|
BRUSSELS, BELGIUM - The parents of missing British girl Madeleine McCann on Thursday called for a Europe-wide alert system for abducted children.
Kate and Gerry McCann said such a system could have helped locate their daughter, who disappeared from a Portuguese resort last May.
"Time is of the essence in cases of missing children," Kate McCann told reporters in the European Parliament in Brussels after talks with MEPs.
The McCanns, facing up to the impending first anniversary of the disappearance of their daughter -- who went missing just before her fourth birthday -- said they remained hopeful that she is still alive.
The disappearance of the little girl on May 4 prompted a worldwide publicity campaign by her parents -- who were themselves classified as formal suspects by the Portuguese police in September. They have strongly denied any involvement.
"There is still hope... We have absolutely no evidence whatsoever that Madeleine has come to any harm," McCann added.

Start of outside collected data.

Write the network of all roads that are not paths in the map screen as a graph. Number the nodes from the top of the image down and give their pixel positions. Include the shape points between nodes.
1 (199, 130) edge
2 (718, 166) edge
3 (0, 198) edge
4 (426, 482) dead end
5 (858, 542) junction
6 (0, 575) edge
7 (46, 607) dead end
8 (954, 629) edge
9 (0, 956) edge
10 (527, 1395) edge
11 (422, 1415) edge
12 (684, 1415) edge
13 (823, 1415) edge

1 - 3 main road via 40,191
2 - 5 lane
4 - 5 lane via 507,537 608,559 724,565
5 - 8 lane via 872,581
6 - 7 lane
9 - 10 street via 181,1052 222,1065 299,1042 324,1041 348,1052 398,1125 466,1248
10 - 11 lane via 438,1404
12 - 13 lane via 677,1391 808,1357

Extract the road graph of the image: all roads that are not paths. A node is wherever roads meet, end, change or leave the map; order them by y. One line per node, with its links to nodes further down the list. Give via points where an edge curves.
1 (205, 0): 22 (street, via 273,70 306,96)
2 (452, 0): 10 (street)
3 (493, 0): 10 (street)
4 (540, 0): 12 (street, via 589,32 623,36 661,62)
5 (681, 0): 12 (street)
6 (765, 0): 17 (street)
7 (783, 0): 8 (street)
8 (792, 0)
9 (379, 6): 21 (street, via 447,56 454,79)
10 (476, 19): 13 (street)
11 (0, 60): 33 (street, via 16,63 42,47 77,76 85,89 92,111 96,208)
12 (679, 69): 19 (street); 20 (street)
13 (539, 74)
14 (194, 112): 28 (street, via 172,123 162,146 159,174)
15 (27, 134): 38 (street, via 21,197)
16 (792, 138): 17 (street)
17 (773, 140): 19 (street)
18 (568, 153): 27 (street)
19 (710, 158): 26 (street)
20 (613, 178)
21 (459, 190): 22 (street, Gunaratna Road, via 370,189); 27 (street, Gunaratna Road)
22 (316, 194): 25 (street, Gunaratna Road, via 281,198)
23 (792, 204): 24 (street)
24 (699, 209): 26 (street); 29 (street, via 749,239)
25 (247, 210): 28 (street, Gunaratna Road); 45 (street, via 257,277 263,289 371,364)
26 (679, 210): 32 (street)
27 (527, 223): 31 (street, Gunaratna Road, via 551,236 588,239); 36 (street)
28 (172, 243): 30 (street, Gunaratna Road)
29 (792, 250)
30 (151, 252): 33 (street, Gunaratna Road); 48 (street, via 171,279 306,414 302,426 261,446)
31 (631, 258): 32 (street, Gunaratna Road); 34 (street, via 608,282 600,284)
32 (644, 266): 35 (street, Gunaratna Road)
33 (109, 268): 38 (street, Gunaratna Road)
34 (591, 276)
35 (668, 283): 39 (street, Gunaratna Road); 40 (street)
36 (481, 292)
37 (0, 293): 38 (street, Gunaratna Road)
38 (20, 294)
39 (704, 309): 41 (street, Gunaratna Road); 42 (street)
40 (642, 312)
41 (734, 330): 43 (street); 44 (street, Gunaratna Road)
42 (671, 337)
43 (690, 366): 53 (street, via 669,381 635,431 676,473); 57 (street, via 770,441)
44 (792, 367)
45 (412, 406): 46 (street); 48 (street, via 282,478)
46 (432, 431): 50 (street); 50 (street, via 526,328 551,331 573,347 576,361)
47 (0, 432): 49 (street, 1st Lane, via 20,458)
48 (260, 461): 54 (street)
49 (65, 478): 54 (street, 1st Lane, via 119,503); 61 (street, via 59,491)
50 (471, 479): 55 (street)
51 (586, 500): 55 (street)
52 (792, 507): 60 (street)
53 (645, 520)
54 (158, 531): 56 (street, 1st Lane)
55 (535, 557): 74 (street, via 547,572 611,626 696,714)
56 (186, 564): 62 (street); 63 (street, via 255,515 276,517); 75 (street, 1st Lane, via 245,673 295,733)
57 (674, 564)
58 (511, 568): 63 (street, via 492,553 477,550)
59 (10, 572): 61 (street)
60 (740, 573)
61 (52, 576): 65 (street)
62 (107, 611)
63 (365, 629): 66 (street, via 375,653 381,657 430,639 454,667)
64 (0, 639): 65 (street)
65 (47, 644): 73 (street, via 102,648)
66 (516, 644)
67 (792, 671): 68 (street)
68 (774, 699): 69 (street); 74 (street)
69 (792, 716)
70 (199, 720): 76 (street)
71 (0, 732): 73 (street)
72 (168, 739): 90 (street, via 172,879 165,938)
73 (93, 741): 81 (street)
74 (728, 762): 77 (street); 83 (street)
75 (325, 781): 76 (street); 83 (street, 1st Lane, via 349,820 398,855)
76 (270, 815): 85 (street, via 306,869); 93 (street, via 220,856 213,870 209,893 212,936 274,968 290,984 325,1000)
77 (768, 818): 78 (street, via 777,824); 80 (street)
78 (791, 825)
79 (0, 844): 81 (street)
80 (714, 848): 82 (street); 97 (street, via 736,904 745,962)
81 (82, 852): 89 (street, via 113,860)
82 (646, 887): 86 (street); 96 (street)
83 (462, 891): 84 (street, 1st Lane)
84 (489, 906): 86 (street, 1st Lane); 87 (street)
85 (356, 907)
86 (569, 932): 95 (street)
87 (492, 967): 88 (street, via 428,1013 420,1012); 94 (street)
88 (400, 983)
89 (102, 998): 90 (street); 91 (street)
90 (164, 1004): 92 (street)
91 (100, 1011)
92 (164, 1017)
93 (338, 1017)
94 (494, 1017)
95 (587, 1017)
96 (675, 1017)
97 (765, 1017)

The McCanns are supporting the implementation of an "amber alert" system which would swiftly deliver photographs of a missing child and any suspected kidnapper along with details of the case to authorities elsewhere in the EU.
The idea is not new, and has support from the European Commission as well as many MEPs.
Similar systems are already in use in four EU member states, notably France.
The McCanns presented the European parliamentarians with a statement in support of bringing the EU-wide alert system which they hope at least half of the 785 Euro deputies will sign to put pressure on the 27 EU member states to accept the proposal.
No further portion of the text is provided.